Yegorov has asserted that the persecution is in connection with his corruption investigations which he also posted in the same VKontakte group.

Ukraine

Yegorov fled to Ukraine on June 13.  He appears to have stated at the border that he wanted to apply for asylum and have been, quite correctly, taken to the nearest Migration Service office in Chernihiv, where he completed the relevant documents.

On July 5, he was due to either have the document confirming that he was applying for asylum renewed, or to receive a refusal to consider his application.

On that day men arrived at the door who, according to Yegorov, identified themselves as from Ukraine’s SBU [Security Service].  They detained him and simply took him by car to a neutral zone on the Russian-Ukrainian border.  He was told that his application had been rejected since Russia had not declared him on the wanted list.

Yegorov says that the border guards registered him as having illegally crossed the border without a passport and banned him from entering Ukraine for three years.

Since then the SBU has claimed to Hromadske.ua that it had nothing to do with the events and that there was no ban.

Had there indeed been a refusal to grant asylum, or a ban, Yegorov would have had five days to appeal against it.

Belarus

Having been told he couldn’t return, Yegorov was left with no alternative but to try Belarus.  He reached Minsk and turned to the UN High Commission for Refugees and asked there for help in dealing with his situation.

He disappeared on July 29, and a person in the hostel where he had been staying said that he had been taken away by the Belarusian KGB [that really is their name].

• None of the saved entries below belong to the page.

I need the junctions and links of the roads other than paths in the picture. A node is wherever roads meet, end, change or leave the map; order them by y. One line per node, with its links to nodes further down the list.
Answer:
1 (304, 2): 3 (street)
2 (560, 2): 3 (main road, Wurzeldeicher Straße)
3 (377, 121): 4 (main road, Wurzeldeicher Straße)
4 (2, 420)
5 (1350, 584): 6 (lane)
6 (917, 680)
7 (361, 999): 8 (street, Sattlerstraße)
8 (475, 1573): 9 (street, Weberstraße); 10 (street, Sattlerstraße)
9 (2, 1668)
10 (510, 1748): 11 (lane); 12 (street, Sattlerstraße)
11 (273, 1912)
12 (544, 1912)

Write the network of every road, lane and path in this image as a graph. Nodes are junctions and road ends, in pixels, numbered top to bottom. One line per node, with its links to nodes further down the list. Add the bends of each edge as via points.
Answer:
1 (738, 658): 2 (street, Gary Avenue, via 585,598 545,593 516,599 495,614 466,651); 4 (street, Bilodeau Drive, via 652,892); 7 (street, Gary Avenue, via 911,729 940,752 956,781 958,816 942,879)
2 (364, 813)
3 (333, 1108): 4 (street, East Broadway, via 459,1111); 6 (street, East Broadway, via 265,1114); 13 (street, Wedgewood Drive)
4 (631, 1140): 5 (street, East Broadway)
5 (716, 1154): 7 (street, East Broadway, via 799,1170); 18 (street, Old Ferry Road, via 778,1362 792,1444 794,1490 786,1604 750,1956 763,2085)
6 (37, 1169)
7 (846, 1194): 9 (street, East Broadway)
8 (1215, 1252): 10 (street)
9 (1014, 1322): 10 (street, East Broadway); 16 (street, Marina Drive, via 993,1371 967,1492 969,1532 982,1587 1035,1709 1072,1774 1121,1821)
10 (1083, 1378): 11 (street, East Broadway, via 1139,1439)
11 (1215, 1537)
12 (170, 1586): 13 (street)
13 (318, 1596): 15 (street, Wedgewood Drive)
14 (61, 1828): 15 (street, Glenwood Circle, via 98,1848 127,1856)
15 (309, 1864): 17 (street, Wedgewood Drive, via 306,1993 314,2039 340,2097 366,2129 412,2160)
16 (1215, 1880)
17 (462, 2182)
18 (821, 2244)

Human rights activists tried to find out where he was.  They even found a court notice saying that he was accused of ‘petty hooliganism’.  There apparently was even a ‘court hearing’ without Yegorov being present at which he was supposedly jailed for 2 days.

Imprisoned in Russia

This appears to have been a front, since lawyer, Svetlana Sidorkina (who defended one of Russia’s Ukrainian political prisoners, Oleksandr Kolchenko), says that she learned on August 1 that Yegorov was held in Toropets.  Even the most mild form of the article of the criminal code now cited carries a sentence of between two and five years.  There are no grounds for expecting a fair trial.

Bitter lessons

The civic organization EmigRussia issued some very relevant warnings after it became clear what had happened to Yegorov.  First, if you are engaged in opposition activities in Russia, make sure you have an up-to-date passport.  If you have ended up in Ukraine without one, at least make sure you have entrusted somebody to sound the alarm if anything happens to you.

This is not the first time that Ukraine’s SBU has demonstrated its inability to understand that such illegal actions are a form of collaboration with a regime which is holding at very least 44 Ukrainians prisoner on fabricated charges.

The SBU is now denying any part in this action, however it seems most unlikely that Yegorov would have ended up at the border without their involvement.  Had he simply been abducted, the border guards should have intervened.  Instead they went along with this effective forced refoulement of an asylum seeker.  The fact that he was able to leave for Belarus rather than being handed over directly to the FSB changes nothing.  It was clear that he would be in danger that the Belarusian KGB would pass him to the FSB.

It is galling that he proved in just as much danger in Ukraine.